As scalar, superscalar, and out-of-order processing architectures became unable to meet performance demands, along came branch prediction and speculative execution, which we now know are susceptible to these side channel cyber-attacks. This innovative architecture (combined with the HW cache subsystem) was adopted by every major chipmaker in the world leaving virtually every device at risk.
While the patches that were released and are being implemented do indeed remediate the vulnerability, addressing hardware issues with software always impacts performance. The magnitude of this performance impact depends entirely on the environment and workload of the processor and cannot be accurately quantified without a case-specific empirical study. Plus, some of the firmware updates provided by vendors impacted the stability of the server systems! So, the question remains, how do we get our chips back to the performance level that we planned for, paid for, and relied upon?
Back to the drawing board
The short answer is that we need a new chip architecture. But, this is an extremely complex problem to be solved for that could take some serious time. Effectively, these vulnerabilities have forced chip architects and computer scientists around the world to come up with a brand-new chip design that matches or beats today’s performance without the performance-enhancing processes being used today. And, as it turns out, there is no clear answer. What’s more, as early as February, NVIDIA and Princeton released a white paper outlining alternative approaches to exploiting these vulnerabilities that will have to be accounted for in the new design.

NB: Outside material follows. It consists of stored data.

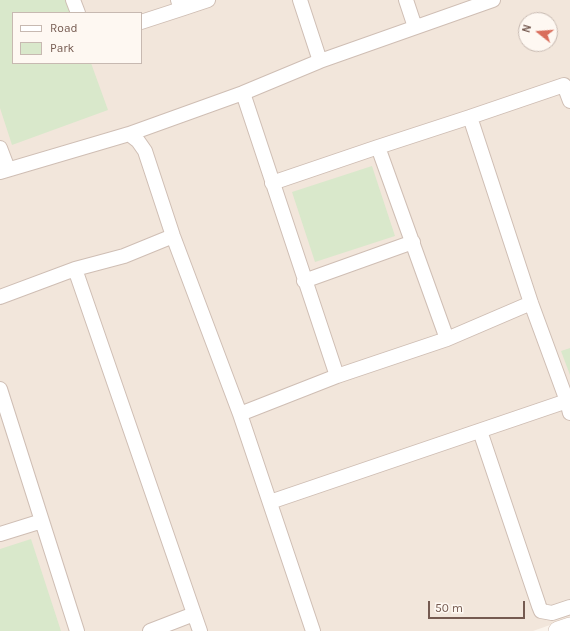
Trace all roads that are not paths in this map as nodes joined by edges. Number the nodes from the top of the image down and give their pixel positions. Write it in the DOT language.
graph roads {
  1 [pos="73,0"];
  2 [pos="208,0"];
  3 [pos="300,0"];
  4 [pos="406,0"];
  5 [pos="493,0"];
  6 [pos="180,5"];
  7 [pos="78,12"];
  8 [pos="142,22"];
  9 [pos="415,27"];
  10 [pos="320,61"];
  11 [pos="567,84"];
  12 [pos="243,93"];
  13 [pos="570,101"];
  14 [pos="470,118"];
  15 [pos="129,134"];
  16 [pos="378,147"];
  17 [pos="0,148"];
  18 [pos="4,171"];
  19 [pos="272,183"];
  20 [pos="172,236"];
  21 [pos="412,242"];
  22 [pos="74,269"];
  23 [pos="304,281"];
  24 [pos="0,297"];
  25 [pos="531,302"];
  26 [pos="447,339"];
  27 [pos="337,376"];
  28 [pos="0,391"];
  29 [pos="568,407"];
  30 [pos="240,414"];
  31 [pos="480,430"];
  32 [pos="270,502"];
  33 [pos="42,521"];
  34 [pos="0,534"];
  35 [pos="570,607"];
  36 [pos="194,614"];
  37 [pos="570,627"];
  38 [pos="78,631"];
  39 [pos="150,631"];
  40 [pos="200,631"];
  41 [pos="313,631"];
  42 [pos="558,631"];
  1 -- 7 [label="street"];
  2 -- 6 [label="street"];
  3 -- 10 [label="street"];
  4 -- 9 [label="street"];
  5 -- 9 [label="street"];
  6 -- 8 [label="street"];
  9 -- 10 [label="street"];
  10 -- 12 [label="street"];
  11 -- 13 [label="street"];
  11 -- 14 [label="street"];
  12 -- 15 [label="street"];
  12 -- 19 [label="street"];
  14 -- 16 [label="street"];
  14 -- 25 [label="street"];
  15 -- 18 [label="street"];
  15 -- 20 [label="street"];
  16 -- 19 [label="street"];
  16 -- 21 [label="street"];
  17 -- 18 [label="street"];
  19 -- 23 [label="street"];
  20 -- 22 [label="street"];
  20 -- 30 [label="street"];
  21 -- 23 [label="street"];
  21 -- 26 [label="street"];
  22 -- 24 [label="street"];
  22 -- 36 [label="street"];
  23 -- 27 [label="street"];
  25 -- 26 [label="street"];
  25 -- 29 [label="street"];
  26 -- 27 [label="street"];
  27 -- 30 [label="street"];
  28 -- 33 [label="street"];
  29 -- 31 [label="street"];
  30 -- 32 [label="street"];
  31 -- 32 [label="street"];
  31 -- 35 [label="street"];
  32 -- 41 [label="street"];
  33 -- 34 [label="street"];
  33 -- 38 [label="street"];
  36 -- 39 [label="street"];
  36 -- 40 [label="street"];
  37 -- 42 [label="main road"];
}
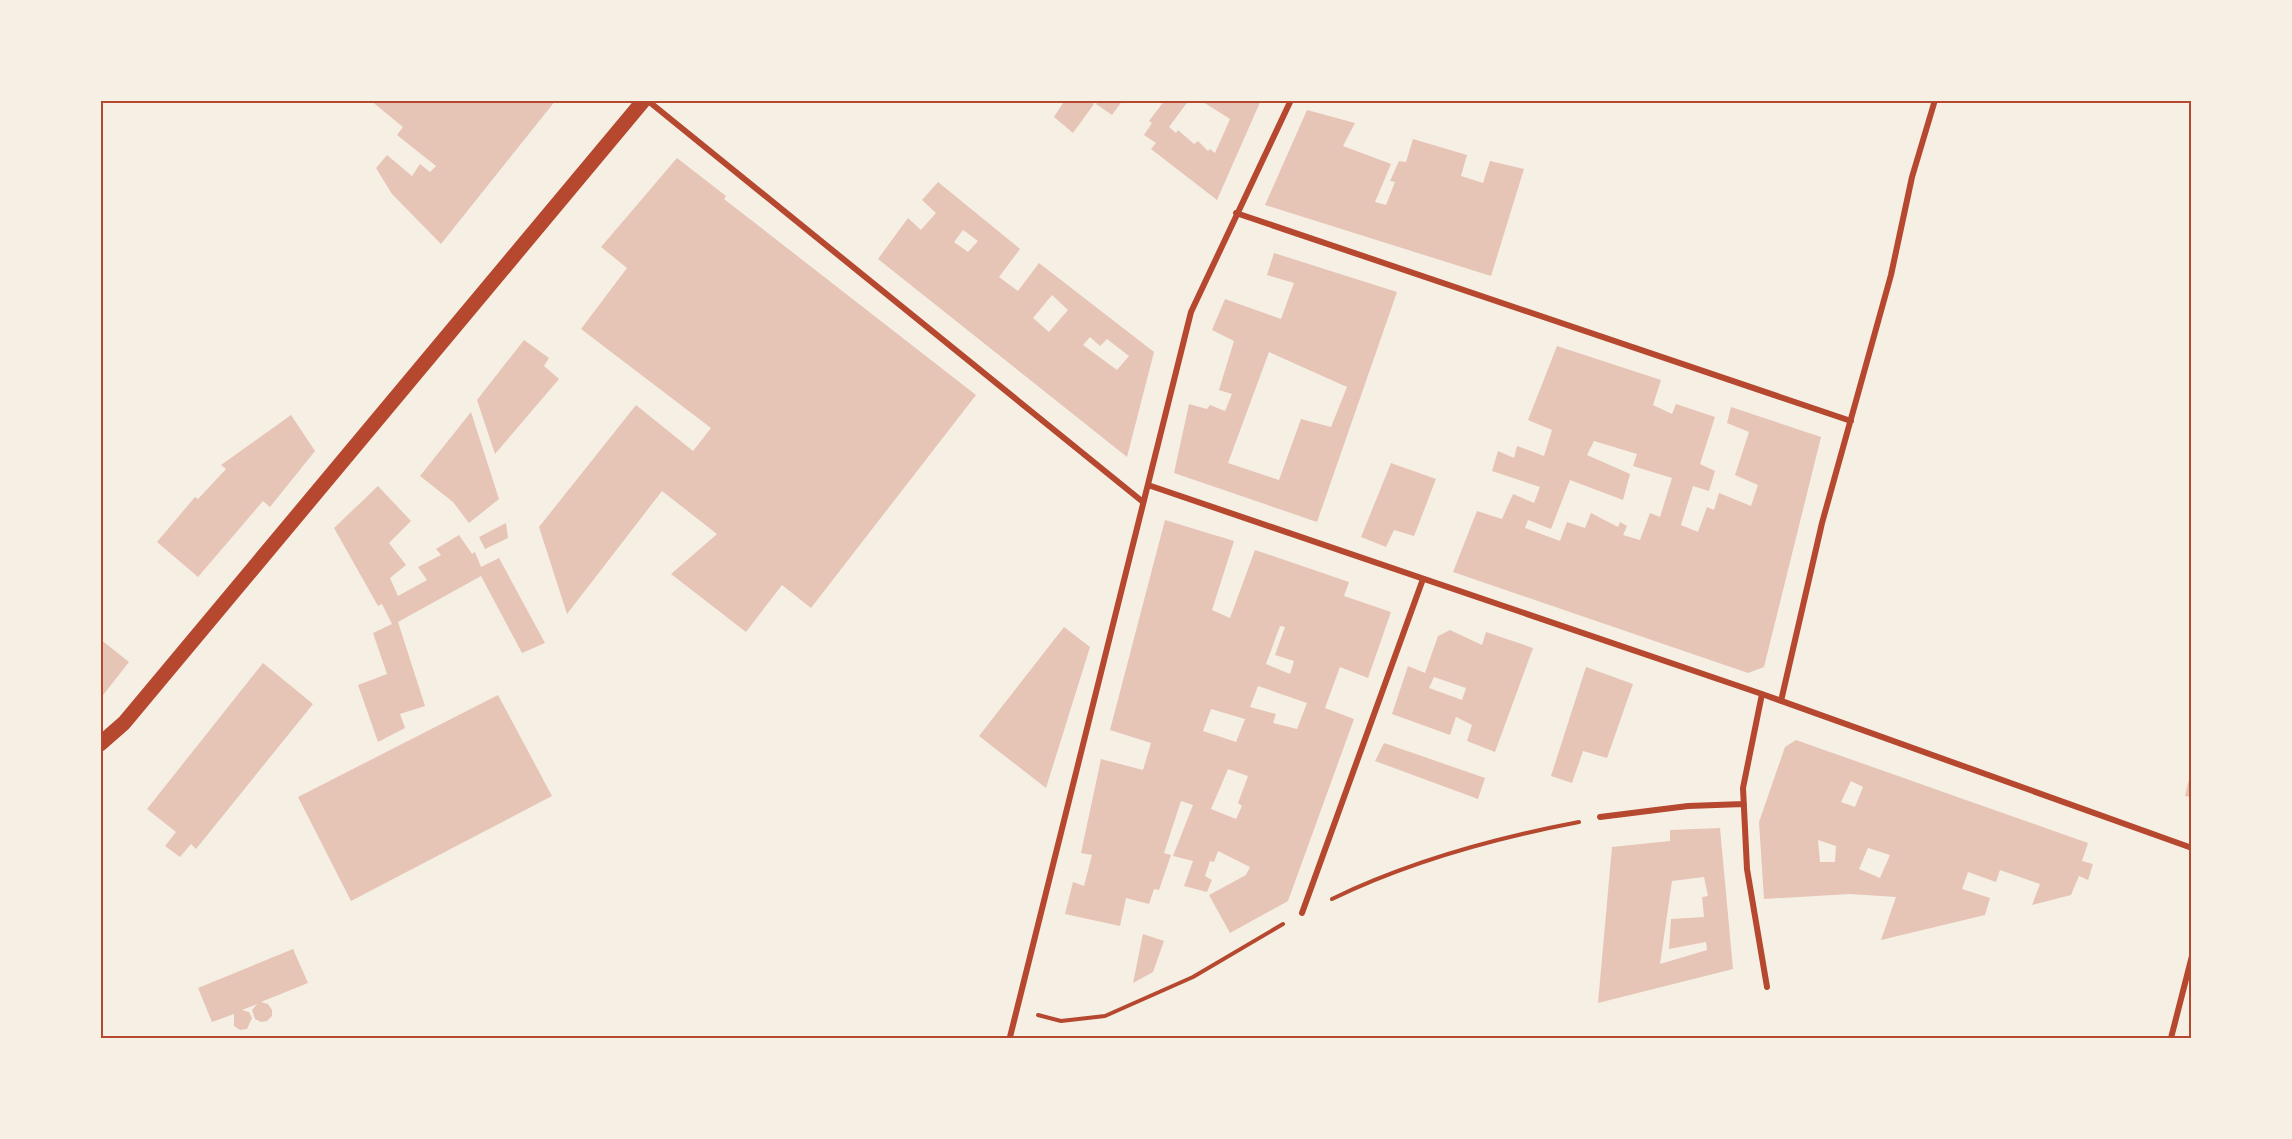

A hardware refresh might just be the beginning
If a new chip architecture is developed and made widely available, likely not to be before 2019, it may cause a massive impact to the software community as well. As this new chip design will likely be a revolutionary change, rather than an evolutionary one, today’s software ecosystem including operating systems, compilers, and applications will have to update accordingly. This could cause major rework for software vendors, researchers, and companies that develop their own business applications.
The bottom line
The fact is, business-critical hardware in production today is vulnerable to attack and patching this hardware will have a material impact on performance, potentially causing major capacity issues. Even if alternative hardware does become available, it will likely require time-intensive, expensive refactoring of software on top of the explicit cost of the hardware refresh. This impact will not be limited to on-premises environments and will likely have an even larger impact on cloud infrastructure providers and tenants.
Fun fact: The small and affordable computer Raspberry Pi remains some of the only hardware not vulnerability to Meltdown & Spectre due to their lack of use of speculative execution.